Source. 1981, 214:1. 1987, 411:2. 1991, 355:86. 1992, 288:31, eff. July 1, 1992.

Section 421-B:30

    421-B:30 Scope of the Chapter and Service of Process. –
    I. RSA 421-B:3; RSA 421-B:6, I; RSA 421-B:11; RSA 421-B:20; and RSA 421-B:25 apply to persons who sell or offer to sell when:
       (a) An offer to sell is made in this state, or
       (b) An offer to buy is made and accepted in this state.
    II. RSA 421-B:3; RSA 421-B:6, I; RSA 421-B:20; and RSA 421-B:25 apply to persons who buy or offer to buy when:
       (a) An offer to buy is made in this state, or
       (b) An offer to sell is made and accepted in this state.
    III. For the purpose of this chapter, an offer to sell or to buy is made in this state, whether or not either party is then present in this state, when the offer:
       (a) Originates from this state, or
       (b) Is directed by the offeror to this state and received at the place to which it is directed, or at any post office in this state in the case of a mailed offer.

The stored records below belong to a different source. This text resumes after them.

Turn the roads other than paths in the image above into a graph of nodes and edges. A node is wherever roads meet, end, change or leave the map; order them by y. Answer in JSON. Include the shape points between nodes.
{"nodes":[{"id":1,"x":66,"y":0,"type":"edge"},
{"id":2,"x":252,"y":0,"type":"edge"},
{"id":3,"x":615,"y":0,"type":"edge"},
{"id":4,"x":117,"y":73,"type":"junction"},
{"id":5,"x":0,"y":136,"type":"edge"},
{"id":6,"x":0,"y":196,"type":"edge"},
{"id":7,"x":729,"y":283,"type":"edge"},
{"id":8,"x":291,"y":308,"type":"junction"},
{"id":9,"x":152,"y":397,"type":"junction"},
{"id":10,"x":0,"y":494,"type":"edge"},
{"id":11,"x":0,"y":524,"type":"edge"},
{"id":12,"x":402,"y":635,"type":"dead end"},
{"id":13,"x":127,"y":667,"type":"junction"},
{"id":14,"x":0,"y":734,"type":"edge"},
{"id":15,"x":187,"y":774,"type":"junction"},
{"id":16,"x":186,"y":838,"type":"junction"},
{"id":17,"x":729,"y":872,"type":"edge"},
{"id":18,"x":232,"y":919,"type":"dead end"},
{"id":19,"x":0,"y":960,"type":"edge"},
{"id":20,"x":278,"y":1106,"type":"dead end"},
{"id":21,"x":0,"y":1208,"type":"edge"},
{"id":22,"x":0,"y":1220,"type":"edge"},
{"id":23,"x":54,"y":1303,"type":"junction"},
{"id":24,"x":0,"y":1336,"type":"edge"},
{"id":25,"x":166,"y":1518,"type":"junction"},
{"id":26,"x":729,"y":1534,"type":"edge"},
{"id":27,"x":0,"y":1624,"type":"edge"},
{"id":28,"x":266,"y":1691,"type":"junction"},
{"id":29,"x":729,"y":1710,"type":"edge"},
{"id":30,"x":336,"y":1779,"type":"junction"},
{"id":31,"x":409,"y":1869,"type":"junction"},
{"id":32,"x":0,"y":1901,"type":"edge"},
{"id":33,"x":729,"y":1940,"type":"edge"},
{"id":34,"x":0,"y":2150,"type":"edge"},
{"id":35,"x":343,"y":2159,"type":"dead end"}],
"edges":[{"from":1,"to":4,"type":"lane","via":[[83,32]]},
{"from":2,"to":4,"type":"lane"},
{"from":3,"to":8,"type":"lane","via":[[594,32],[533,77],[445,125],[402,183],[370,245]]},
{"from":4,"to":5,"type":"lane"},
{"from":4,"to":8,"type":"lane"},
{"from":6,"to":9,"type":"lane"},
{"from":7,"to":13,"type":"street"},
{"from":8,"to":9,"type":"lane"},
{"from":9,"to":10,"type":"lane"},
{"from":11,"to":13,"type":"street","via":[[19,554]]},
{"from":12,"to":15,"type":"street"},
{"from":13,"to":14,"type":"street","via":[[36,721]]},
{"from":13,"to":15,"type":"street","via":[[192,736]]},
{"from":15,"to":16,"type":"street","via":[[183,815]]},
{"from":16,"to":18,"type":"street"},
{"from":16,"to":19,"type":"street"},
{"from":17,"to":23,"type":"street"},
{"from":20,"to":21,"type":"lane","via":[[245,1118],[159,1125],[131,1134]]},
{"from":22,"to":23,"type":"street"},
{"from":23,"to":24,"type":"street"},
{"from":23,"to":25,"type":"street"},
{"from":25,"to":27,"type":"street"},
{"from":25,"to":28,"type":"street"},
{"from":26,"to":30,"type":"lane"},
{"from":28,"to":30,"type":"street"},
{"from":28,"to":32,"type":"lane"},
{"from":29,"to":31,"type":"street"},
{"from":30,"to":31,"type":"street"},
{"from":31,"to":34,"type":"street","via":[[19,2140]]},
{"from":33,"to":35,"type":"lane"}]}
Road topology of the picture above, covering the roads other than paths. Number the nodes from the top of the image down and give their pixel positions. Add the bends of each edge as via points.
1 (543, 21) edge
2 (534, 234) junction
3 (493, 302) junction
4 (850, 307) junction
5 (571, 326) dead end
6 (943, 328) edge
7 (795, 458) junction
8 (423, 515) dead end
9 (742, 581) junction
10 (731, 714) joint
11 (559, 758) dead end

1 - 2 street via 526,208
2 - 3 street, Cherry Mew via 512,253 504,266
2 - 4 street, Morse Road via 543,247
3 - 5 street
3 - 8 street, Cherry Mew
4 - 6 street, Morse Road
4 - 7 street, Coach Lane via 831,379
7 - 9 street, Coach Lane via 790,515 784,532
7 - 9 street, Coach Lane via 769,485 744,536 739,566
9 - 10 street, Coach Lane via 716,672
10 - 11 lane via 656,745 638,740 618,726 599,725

    IV. For the purpose of this chapter, an offer to buy or to sell is accepted in this state when acceptance:
       (a) Is communicated to the offeror in this state, and
       (b) Has not previously been communicated to the offeror, orally or in writing, outside this state; and acceptance is communicated to the offeror in this state, whether or not either party is then present in this state, when the offeree directs it to the offeror in this state reasonably believing the offeror to be in this state and it is received at the place to which it is directed, or at any post office in this state in the case of a mailed acceptance.
    V. An offer to sell or to buy is not made in this state when:
       (a) The publisher circulates or there is circulated on his behalf in this state any bona fide newspaper or other publication of general, regular, and paid circulation which is not published in this state, or which is published in this state but has had more than 2/3 of its circulation outside this state during the past 12 months, or
       (b) A radio or television program originating outside this state is received in this state.
    V-a. (a) (1) Broker-dealers, investment advisers, broker-dealer agents, and investment adviser representatives who use the Internet to distribute information on available products and services through certain communications made on the Internet directed generally to anyone having access to the Internet, and transmitted through postings on bulletin boards, displays on ""home pages,'' or similar methods referred to as ""Internet communications,'' shall not be deemed to be making an offer to buy or sell in this state for purposes of RSA 421-B:3; RSA 421-B:6, I; RSA 421-B:20; and RSA 421-B:25 based solely on that fact if the following conditions are observed:
             (A) The Internet communication contains a legend in which it is clearly stated that:
                (i) The broker-dealer, investment adviser, broker-dealer agent, or investment adviser representative in question may only transact business in this state if first licensed, excluded, or exempted from state broker-dealer, investment adviser, broker-dealer agent, or investment adviser representative licensing requirements, as may be.
                (ii) Follow-up, individualized responses to persons in this state by such broker-dealer, investment adviser, broker-dealer agent, or investment adviser representative that involve either the effecting of or attempting to effect transactions in securities, or the rendering of personalized investment advice for compensation, as may be, will not be made absent compliance with state broker-dealer, investment adviser, broker-dealer agent, or investment adviser representative licensing requirements, or an applicable exemption or exclusion.
             (B) The Internet communication contains a mechanism, including and without limitation, technical ""firewalls'' or other implemented policies and procedures, designed reasonably to ensure that prior to any subsequent, direct communication with prospective customers or clients in this state, said broker-dealer, investment adviser, broker-dealer agent, or investment adviser representative is first licensed in this state or qualifies for an exemption or exclusion from such requirement. Nothing in this paragraph shall be construed to relieve a state licensed broker-dealer, investment adviser, broker-dealer agent, or investment adviser representative from any applicable securities registration requirement in this state.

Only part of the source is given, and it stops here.